Leon Rosenberg wrote:
On 6/2/06, Bill Barker <[EMAIL PROTECTED]> wrote:
TC 3.3.x had an optional module to do this.  It never got ported.

I generally agree with most of the people that say that this is the least of
your problems.  If you are usings a self-signed cert, then you are just
getting what you deserve. Otherwise, you simply contact the CA and revoke the cert: At least this problem solved :).

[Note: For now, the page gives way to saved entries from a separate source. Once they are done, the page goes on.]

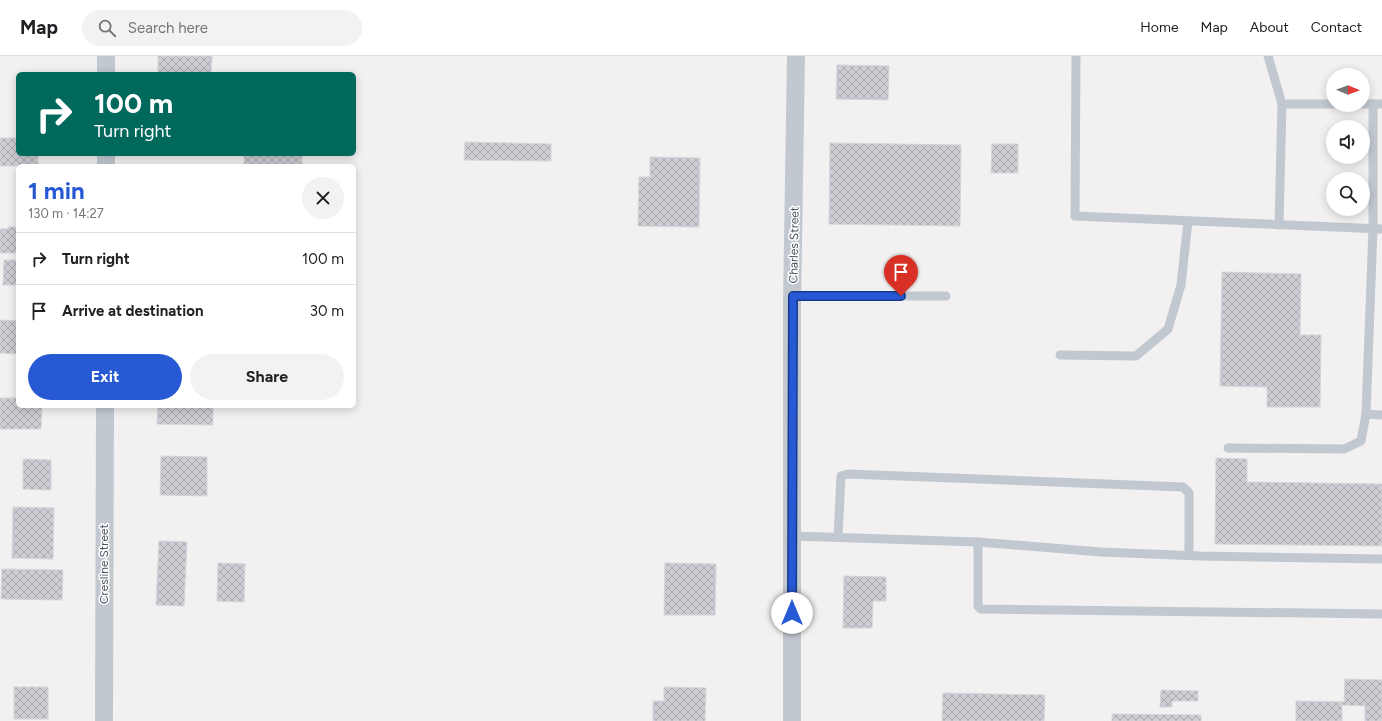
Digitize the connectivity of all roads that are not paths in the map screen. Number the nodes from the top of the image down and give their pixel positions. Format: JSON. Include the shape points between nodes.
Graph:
{"nodes":[{"id":1,"x":106,"y":56,"type":"edge"},
{"id":2,"x":796,"y":56,"type":"edge"},
{"id":3,"x":1076,"y":56,"type":"edge"},
{"id":4,"x":1268,"y":56,"type":"edge"},
{"id":5,"x":106,"y":72,"type":"edge"},
{"id":6,"x":1282,"y":104,"type":"junction"},
{"id":7,"x":1326,"y":104,"type":"edge"},
{"id":8,"x":1378,"y":104,"type":"edge"},
{"id":9,"x":1188,"y":221,"type":"junction"},
{"id":10,"x":1279,"y":225,"type":"junction"},
{"id":11,"x":1378,"y":229,"type":"edge"},
{"id":12,"x":793,"y":296,"type":"junction"},
{"id":13,"x":946,"y":296,"type":"dead end"},
{"id":14,"x":1060,"y":355,"type":"dead end"},
{"id":15,"x":105,"y":408,"type":"edge"},
{"id":16,"x":1366,"y":414,"type":"junction"},
{"id":17,"x":1382,"y":415,"type":"edge"},
{"id":18,"x":1228,"y":448,"type":"dead end"},
{"id":19,"x":792,"y":536,"type":"junction"},
{"id":20,"x":838,"y":537,"type":"junction"},
{"id":21,"x":978,"y":542,"type":"junction"},
{"id":22,"x":1189,"y":555,"type":"junction"},
{"id":23,"x":1382,"y":559,"type":"edge"},
{"id":24,"x":1382,"y":614,"type":"edge"},
{"id":25,"x":104,"y":721,"type":"edge"},
{"id":26,"x":792,"y":721,"type":"edge"}],
"edges":[{"from":1,"to":5,"type":"street"},
{"from":2,"to":12,"type":"street","name":"Charles Street"},
{"from":3,"to":9,"type":"lane","via":[[1074,216]]},
{"from":4,"to":6,"type":"lane"},
{"from":6,"to":7,"type":"lane"},
{"from":6,"to":10,"type":"lane"},
{"from":8,"to":11,"type":"lane"},
{"from":9,"to":10,"type":"lane"},
{"from":9,"to":14,"type":"lane","via":[[1182,285],[1168,329],[1136,356]]},
{"from":10,"to":11,"type":"lane"},
{"from":11,"to":16,"type":"lane"},
{"from":12,"to":13,"type":"lane"},
{"from":12,"to":19,"type":"street","name":"Charles Street"},
{"from":15,"to":25,"type":"street","name":"Cresline Street"},
{"from":16,"to":17,"type":"lane"},
{"from":16,"to":18,"type":"lane","via":[[1361,441],[1344,449]]},
{"from":19,"to":20,"type":"lane"},
{"from":19,"to":26,"type":"street","name":"Charles Street"},
{"from":20,"to":21,"type":"lane"},
{"from":20,"to":22,"type":"lane","via":[[841,476],[848,474],[1183,487],[1189,493]]},
{"from":21,"to":22,"type":"lane","via":[[1101,552]]},
{"from":21,"to":24,"type":"lane","via":[[978,606],[981,609]]},
{"from":22,"to":23,"type":"lane"}]}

Now, how to deal with the fact
that the hacker just uploaded 10,000 credit-card numbers, since my jdbc
password was in the clear :).

Actually you are not allowed to save credit card numbers unless you
are a certified payment provider (which implies major security
constraints).
Even a certified payment provider is not allowed to store cvc codes,
and without the codes the credit card numbers are useless. (amazon of
course is an exception to this rule...)
However, if you saving cc-numbers or bank accounts or any other
payment related data in your database unencrypted you belong in jail
:-)
But please feel free to tell us that you are doing one of the above,
so we know which sites to avoid :-)
Somewhat true, but nearly every site that collects payment information and charges at a later date stores that information until the card is actually processed, and many businesses do not charge the card until the product/service has been delivered. Furthermore, that simply begs the issue, since it could be SSN, salaries, student loan info, job histories, etc. that become vulnerable. I don't think there's much argument that allowing the option to manually enter the keystore password is a bad thing, just that protecting an SSL cert is only a small concern if your filesystem has been compromised.